Segment Open

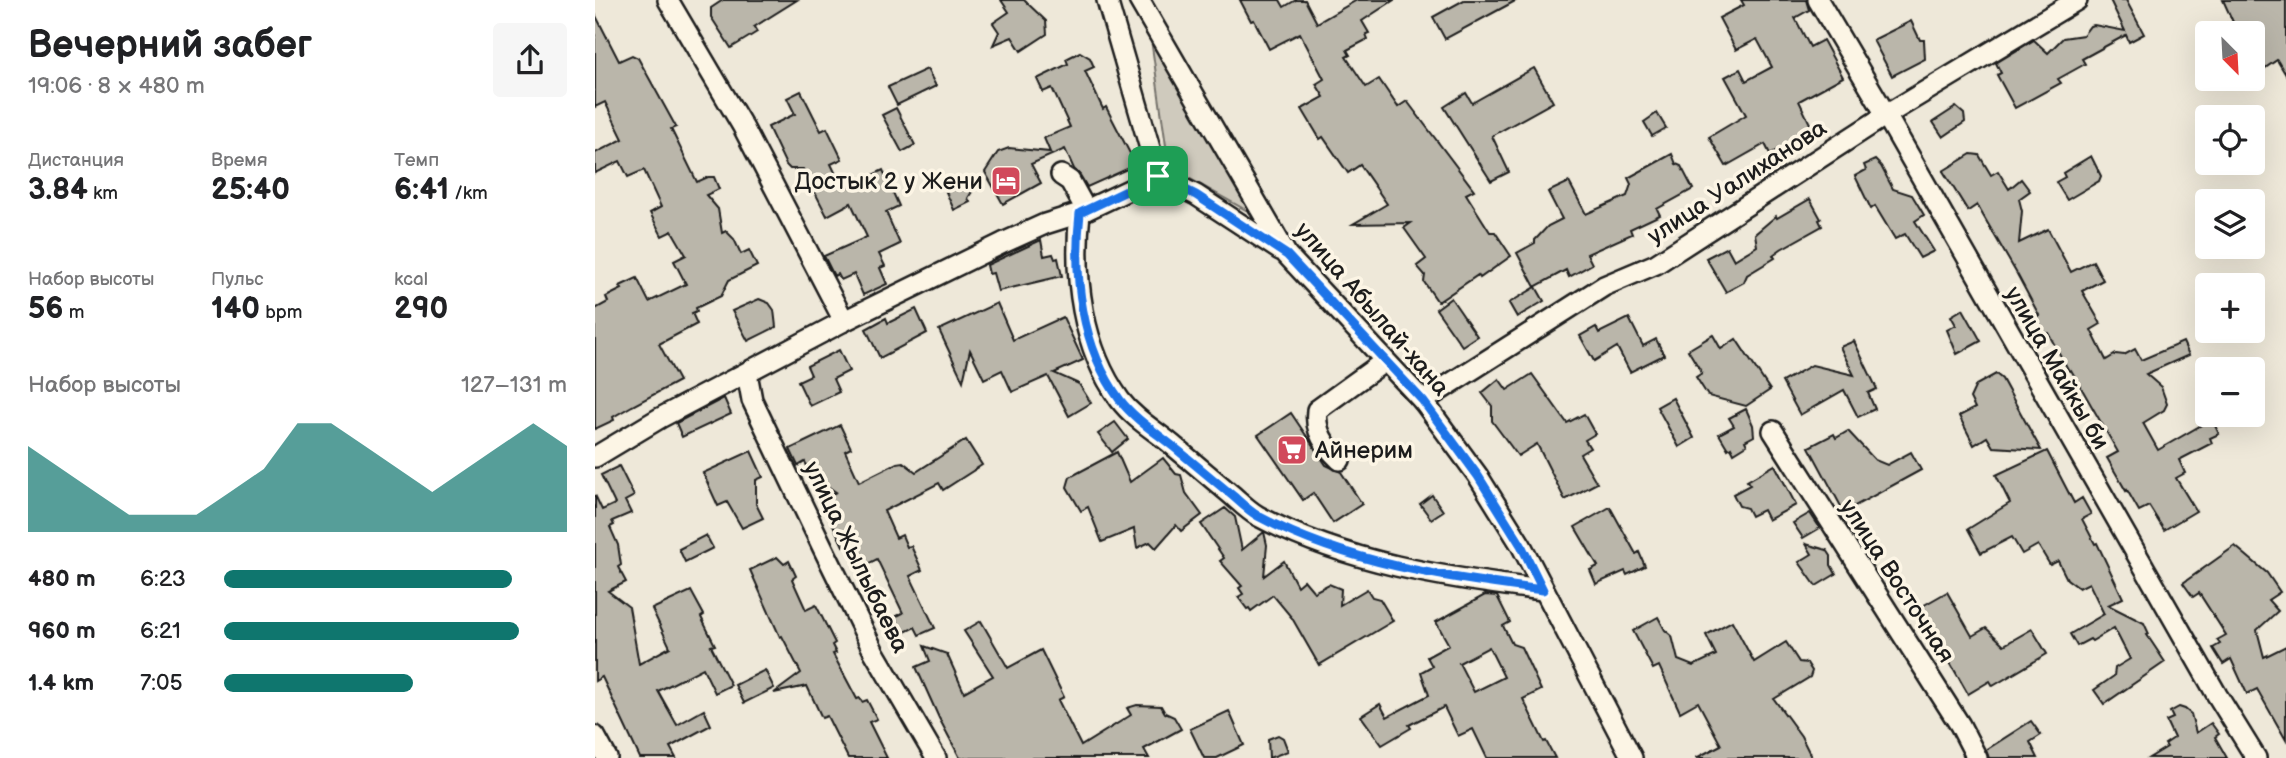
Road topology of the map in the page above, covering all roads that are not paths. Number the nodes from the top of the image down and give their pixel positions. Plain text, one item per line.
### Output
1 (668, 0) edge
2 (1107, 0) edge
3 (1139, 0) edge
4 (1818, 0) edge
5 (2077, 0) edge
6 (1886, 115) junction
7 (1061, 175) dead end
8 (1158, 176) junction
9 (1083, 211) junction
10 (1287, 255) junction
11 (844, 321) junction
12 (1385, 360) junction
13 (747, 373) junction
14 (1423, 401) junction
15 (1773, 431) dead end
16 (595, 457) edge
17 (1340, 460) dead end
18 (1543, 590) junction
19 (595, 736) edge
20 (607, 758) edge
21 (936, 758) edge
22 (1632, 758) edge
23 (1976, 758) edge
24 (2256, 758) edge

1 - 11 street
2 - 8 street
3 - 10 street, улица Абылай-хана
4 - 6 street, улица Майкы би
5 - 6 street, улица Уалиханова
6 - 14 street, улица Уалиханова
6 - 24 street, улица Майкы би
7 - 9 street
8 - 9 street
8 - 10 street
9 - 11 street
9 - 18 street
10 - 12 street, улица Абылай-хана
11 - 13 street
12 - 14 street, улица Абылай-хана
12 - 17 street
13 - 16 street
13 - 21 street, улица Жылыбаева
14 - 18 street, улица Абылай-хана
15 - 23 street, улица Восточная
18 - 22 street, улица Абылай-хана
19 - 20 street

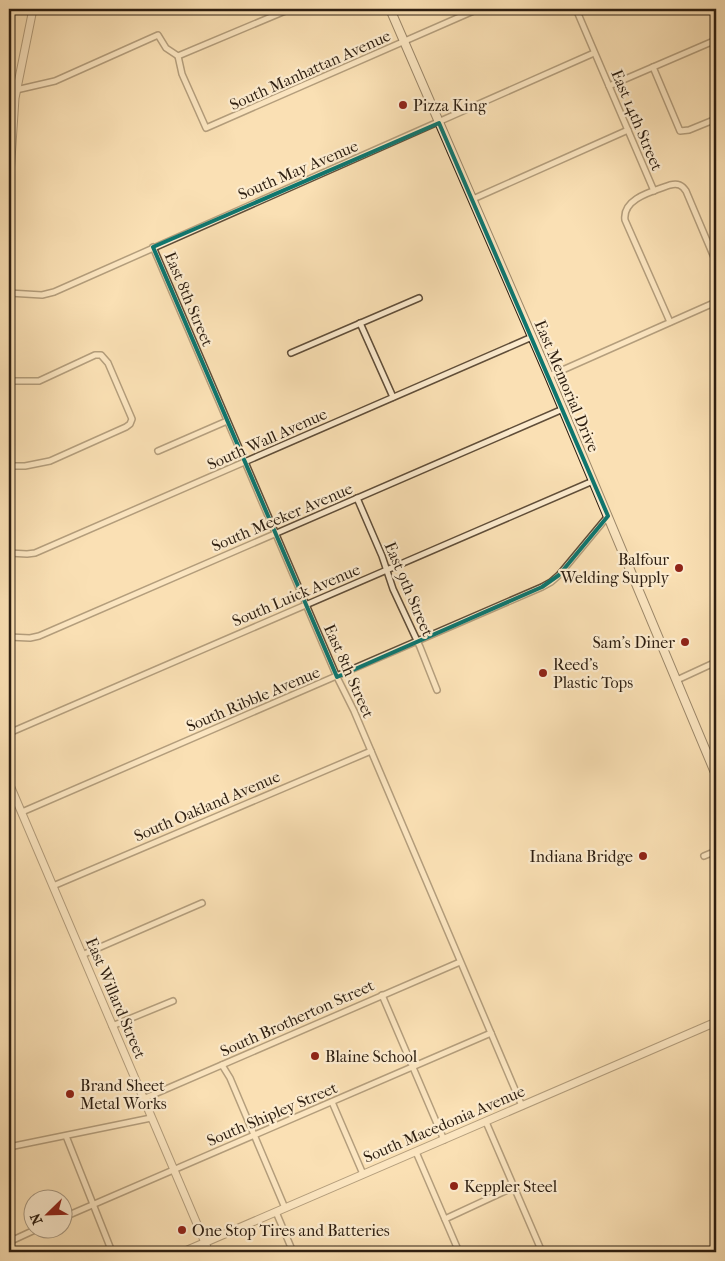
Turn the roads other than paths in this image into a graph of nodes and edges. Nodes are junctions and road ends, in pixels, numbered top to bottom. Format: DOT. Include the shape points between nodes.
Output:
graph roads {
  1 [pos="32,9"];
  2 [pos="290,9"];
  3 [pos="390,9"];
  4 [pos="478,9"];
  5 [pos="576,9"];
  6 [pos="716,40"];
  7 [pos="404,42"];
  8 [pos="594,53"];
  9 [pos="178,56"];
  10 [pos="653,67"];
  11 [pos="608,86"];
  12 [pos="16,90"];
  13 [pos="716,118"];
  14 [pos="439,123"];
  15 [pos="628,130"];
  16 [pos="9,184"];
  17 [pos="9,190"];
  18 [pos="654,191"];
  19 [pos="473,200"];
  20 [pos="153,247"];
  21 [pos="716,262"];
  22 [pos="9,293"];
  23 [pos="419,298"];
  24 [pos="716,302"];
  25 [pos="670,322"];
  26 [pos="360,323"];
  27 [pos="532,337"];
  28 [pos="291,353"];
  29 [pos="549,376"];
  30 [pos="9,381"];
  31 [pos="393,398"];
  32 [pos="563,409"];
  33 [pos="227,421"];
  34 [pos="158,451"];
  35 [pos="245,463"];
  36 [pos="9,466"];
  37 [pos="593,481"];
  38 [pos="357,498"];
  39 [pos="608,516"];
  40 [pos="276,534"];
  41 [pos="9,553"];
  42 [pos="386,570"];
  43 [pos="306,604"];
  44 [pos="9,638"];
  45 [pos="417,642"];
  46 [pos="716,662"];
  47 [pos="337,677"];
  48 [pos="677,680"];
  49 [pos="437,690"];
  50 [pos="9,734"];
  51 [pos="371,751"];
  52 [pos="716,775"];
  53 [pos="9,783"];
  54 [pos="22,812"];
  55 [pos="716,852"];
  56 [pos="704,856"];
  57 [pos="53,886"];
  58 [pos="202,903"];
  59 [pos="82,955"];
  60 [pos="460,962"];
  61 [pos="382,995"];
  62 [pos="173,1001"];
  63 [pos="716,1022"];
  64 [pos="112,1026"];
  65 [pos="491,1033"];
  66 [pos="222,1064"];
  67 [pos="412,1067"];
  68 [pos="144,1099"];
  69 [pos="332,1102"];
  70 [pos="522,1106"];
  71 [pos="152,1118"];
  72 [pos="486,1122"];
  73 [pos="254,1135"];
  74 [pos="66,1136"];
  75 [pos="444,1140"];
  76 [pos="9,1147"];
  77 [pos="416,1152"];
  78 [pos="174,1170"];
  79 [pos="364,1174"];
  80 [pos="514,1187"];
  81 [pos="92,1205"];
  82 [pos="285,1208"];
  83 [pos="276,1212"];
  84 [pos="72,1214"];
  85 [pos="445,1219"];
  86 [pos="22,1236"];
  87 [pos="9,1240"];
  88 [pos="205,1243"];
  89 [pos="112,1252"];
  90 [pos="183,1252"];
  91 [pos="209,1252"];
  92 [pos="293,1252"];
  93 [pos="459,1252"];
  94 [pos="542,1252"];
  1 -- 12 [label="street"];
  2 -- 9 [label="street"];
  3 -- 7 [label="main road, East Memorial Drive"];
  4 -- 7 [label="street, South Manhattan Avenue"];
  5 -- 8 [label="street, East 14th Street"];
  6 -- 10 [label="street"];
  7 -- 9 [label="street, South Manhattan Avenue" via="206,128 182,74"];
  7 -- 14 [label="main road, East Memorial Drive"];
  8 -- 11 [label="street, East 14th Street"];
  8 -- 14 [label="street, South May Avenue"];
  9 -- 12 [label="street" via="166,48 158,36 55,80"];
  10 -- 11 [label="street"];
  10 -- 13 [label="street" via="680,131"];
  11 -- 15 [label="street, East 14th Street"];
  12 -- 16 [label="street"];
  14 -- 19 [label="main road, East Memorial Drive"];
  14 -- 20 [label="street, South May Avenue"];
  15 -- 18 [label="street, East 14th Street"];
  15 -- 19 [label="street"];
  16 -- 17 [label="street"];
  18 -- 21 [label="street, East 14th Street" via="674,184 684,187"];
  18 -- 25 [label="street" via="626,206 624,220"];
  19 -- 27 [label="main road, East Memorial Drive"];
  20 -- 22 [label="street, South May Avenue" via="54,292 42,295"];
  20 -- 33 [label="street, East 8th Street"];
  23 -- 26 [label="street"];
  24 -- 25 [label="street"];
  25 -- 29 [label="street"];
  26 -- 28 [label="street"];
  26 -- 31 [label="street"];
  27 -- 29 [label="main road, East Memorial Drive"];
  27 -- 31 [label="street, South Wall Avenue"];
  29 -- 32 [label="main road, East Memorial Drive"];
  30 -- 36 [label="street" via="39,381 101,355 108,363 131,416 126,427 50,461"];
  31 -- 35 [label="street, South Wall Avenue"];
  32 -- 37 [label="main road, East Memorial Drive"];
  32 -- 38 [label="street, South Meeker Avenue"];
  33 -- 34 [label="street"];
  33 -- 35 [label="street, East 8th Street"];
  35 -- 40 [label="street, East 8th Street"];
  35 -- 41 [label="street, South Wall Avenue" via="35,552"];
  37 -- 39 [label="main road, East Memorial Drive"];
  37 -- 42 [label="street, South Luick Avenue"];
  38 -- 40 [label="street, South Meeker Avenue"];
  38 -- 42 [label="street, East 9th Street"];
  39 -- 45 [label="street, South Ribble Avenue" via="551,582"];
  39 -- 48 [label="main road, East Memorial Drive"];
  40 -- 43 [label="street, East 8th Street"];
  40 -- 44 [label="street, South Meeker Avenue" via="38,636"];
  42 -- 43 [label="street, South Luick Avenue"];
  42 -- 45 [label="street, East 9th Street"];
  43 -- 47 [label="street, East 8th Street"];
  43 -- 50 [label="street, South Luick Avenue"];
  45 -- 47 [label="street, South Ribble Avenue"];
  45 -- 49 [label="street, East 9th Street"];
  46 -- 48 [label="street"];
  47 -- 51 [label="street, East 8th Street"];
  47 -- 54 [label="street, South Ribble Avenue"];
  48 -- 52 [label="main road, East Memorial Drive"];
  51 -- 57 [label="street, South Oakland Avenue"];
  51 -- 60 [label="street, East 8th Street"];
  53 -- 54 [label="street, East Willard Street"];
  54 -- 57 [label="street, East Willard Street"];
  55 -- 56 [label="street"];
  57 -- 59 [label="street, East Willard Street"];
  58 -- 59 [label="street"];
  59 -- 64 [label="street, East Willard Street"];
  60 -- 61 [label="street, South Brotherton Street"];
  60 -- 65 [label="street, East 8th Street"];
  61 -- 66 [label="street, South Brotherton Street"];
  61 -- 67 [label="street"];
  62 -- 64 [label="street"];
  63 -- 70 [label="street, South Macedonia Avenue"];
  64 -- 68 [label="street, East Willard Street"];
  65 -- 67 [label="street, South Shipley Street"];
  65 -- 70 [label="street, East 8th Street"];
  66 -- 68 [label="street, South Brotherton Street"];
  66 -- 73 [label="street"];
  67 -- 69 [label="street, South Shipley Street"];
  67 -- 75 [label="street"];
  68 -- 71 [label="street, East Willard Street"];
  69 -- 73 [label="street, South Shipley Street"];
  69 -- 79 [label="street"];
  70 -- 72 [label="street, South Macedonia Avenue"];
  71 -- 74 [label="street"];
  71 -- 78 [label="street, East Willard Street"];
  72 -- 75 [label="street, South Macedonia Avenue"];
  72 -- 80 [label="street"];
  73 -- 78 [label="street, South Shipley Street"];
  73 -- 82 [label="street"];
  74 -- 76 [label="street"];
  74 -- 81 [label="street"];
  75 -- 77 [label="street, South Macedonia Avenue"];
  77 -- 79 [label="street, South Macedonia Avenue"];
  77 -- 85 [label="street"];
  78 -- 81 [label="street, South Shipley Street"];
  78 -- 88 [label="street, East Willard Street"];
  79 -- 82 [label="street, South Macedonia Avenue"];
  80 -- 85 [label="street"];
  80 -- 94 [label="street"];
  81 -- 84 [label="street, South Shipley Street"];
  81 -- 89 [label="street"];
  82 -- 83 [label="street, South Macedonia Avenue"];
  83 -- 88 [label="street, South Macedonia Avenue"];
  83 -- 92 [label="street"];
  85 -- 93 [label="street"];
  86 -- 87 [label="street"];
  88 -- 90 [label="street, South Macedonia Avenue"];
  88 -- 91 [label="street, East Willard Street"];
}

Segment Closed

WHAT TO PRODUCE
Once every line of the listing that contains "улица" has been counted, give the total and nothing else.

SOLUTION BELOW
11